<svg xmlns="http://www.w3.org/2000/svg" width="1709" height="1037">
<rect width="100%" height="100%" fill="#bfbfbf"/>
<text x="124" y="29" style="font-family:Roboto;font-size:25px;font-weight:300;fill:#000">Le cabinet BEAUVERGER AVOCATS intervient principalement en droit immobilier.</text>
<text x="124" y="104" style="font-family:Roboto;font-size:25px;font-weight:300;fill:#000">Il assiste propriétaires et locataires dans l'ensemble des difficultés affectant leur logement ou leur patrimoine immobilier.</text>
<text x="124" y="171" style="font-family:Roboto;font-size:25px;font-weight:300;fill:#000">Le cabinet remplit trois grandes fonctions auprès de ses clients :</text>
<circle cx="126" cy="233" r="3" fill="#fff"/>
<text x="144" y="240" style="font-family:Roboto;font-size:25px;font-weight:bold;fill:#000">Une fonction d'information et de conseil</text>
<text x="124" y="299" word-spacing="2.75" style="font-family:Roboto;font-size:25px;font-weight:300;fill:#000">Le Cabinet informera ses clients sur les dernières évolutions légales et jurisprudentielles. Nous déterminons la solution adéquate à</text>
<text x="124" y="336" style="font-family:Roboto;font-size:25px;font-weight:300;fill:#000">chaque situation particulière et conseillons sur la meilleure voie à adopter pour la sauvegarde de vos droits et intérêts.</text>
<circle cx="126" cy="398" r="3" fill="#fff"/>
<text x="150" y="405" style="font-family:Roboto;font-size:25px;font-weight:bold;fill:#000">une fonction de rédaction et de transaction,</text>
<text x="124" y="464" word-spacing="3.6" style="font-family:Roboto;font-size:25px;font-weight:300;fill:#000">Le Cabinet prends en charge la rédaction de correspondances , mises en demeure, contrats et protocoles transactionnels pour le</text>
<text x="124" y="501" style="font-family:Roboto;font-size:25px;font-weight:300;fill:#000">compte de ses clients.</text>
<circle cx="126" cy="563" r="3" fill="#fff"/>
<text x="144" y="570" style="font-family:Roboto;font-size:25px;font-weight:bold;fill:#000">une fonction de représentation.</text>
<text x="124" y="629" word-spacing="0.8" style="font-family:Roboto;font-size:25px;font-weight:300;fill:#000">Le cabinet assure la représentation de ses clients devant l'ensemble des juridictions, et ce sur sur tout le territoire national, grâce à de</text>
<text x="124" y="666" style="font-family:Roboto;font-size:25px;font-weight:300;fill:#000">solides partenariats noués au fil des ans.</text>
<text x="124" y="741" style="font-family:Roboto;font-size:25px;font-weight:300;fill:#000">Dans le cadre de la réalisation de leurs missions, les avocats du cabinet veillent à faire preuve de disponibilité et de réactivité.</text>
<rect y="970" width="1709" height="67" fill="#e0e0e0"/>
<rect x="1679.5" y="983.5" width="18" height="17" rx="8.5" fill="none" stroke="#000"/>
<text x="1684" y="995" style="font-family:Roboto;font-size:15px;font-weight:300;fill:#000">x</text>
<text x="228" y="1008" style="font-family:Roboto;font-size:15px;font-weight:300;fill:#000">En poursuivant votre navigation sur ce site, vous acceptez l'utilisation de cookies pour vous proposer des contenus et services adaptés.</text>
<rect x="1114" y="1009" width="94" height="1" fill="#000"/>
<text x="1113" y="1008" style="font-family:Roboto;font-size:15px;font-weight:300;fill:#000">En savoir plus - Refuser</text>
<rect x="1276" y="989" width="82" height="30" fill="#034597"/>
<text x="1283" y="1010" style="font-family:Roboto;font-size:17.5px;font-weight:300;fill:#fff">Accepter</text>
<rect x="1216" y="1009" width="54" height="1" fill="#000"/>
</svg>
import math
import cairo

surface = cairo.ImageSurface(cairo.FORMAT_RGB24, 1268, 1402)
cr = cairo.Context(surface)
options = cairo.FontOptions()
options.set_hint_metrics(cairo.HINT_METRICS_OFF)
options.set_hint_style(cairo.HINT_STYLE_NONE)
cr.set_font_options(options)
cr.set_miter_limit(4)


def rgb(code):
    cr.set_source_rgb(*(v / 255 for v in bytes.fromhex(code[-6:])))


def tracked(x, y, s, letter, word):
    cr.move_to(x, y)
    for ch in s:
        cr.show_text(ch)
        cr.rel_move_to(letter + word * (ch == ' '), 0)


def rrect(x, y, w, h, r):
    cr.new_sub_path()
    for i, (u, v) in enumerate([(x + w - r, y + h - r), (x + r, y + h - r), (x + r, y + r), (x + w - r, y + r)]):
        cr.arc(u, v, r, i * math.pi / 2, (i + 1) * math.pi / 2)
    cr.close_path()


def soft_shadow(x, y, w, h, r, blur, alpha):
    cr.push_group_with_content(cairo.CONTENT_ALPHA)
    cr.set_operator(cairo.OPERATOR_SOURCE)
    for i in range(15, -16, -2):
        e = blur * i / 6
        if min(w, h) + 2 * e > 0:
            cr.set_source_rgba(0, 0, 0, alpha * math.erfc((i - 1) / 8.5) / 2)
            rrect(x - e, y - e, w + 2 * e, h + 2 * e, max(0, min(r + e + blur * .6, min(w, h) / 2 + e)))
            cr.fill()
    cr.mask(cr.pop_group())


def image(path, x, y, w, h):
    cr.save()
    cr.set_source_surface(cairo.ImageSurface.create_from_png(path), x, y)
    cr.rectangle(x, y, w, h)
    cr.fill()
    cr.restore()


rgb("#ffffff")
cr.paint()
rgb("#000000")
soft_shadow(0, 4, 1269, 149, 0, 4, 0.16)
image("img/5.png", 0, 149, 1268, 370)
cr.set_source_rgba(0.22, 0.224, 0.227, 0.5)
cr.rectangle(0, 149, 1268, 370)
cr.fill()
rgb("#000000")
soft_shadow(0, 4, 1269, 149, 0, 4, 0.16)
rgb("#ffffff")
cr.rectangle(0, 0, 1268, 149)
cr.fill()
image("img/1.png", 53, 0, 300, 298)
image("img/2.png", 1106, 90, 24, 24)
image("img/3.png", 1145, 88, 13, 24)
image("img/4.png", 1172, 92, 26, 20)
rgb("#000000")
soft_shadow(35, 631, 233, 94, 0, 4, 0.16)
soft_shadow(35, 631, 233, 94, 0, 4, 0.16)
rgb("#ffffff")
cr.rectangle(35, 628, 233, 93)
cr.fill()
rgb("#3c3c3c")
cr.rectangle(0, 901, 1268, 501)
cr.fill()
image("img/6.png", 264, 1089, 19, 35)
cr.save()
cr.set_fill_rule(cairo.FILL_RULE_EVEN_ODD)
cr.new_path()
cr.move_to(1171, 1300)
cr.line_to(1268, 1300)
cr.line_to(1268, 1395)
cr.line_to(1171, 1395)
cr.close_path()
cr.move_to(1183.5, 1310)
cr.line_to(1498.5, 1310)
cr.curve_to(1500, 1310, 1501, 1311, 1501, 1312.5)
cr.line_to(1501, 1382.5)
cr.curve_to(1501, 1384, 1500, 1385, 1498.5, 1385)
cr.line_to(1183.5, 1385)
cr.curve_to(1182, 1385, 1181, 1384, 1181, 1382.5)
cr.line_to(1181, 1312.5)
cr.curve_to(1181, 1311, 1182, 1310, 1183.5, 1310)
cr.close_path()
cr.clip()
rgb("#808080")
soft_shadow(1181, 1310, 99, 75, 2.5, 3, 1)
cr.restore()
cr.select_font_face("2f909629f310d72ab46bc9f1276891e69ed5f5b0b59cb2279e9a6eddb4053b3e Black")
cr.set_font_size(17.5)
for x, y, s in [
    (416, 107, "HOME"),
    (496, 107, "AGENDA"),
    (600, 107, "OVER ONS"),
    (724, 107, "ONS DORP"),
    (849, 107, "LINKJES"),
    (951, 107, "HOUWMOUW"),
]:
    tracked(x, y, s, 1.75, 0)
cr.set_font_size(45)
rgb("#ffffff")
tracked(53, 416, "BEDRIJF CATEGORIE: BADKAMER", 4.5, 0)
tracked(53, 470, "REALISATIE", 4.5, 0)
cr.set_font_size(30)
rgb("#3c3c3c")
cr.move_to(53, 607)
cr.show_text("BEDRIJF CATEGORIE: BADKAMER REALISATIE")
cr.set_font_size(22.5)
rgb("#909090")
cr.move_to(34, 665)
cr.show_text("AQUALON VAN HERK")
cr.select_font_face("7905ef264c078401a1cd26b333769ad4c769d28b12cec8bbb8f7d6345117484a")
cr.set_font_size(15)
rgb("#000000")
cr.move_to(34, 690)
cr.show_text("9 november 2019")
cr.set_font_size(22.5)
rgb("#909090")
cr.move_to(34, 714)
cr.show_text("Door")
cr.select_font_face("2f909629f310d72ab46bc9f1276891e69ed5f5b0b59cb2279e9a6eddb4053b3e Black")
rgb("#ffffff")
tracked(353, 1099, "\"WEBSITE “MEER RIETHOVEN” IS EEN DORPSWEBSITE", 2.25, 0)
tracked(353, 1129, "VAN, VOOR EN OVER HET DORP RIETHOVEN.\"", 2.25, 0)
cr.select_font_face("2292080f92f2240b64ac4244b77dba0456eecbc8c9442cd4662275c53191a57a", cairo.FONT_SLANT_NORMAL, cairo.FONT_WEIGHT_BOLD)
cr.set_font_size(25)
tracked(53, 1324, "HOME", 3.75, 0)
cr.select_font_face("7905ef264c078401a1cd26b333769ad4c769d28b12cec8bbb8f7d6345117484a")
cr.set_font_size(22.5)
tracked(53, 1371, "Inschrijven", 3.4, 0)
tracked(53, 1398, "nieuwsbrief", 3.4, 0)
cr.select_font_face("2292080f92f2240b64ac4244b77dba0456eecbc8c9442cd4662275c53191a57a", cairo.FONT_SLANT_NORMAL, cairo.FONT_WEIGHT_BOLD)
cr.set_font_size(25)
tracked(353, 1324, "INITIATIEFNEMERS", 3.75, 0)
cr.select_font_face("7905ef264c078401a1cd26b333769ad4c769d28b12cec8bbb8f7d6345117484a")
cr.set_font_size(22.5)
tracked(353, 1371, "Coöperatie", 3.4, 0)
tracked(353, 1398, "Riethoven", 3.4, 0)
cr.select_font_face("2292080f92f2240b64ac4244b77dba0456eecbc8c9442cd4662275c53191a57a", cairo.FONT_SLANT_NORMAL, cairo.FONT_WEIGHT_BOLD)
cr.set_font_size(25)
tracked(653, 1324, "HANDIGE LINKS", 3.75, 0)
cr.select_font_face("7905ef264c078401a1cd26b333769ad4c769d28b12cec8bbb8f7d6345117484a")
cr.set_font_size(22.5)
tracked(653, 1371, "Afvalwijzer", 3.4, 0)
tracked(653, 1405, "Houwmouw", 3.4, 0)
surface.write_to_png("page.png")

» **The problem**
Print, from the entries above, the line with "cr.set_miter_limit(4)", the line with "cr.new_sub_path()" and all lines between them, exactly and with nothing else.

» **Answer**
cr.set_miter_limit(4)


def rgb(code):
    cr.set_source_rgb(*(v / 255 for v in bytes.fromhex(code[-6:])))


def tracked(x, y, s, letter, word):
    cr.move_to(x, y)
    for ch in s:
        cr.show_text(ch)
        cr.rel_move_to(letter + word * (ch == ' '), 0)


def rrect(x, y, w, h, r):
    cr.new_sub_path()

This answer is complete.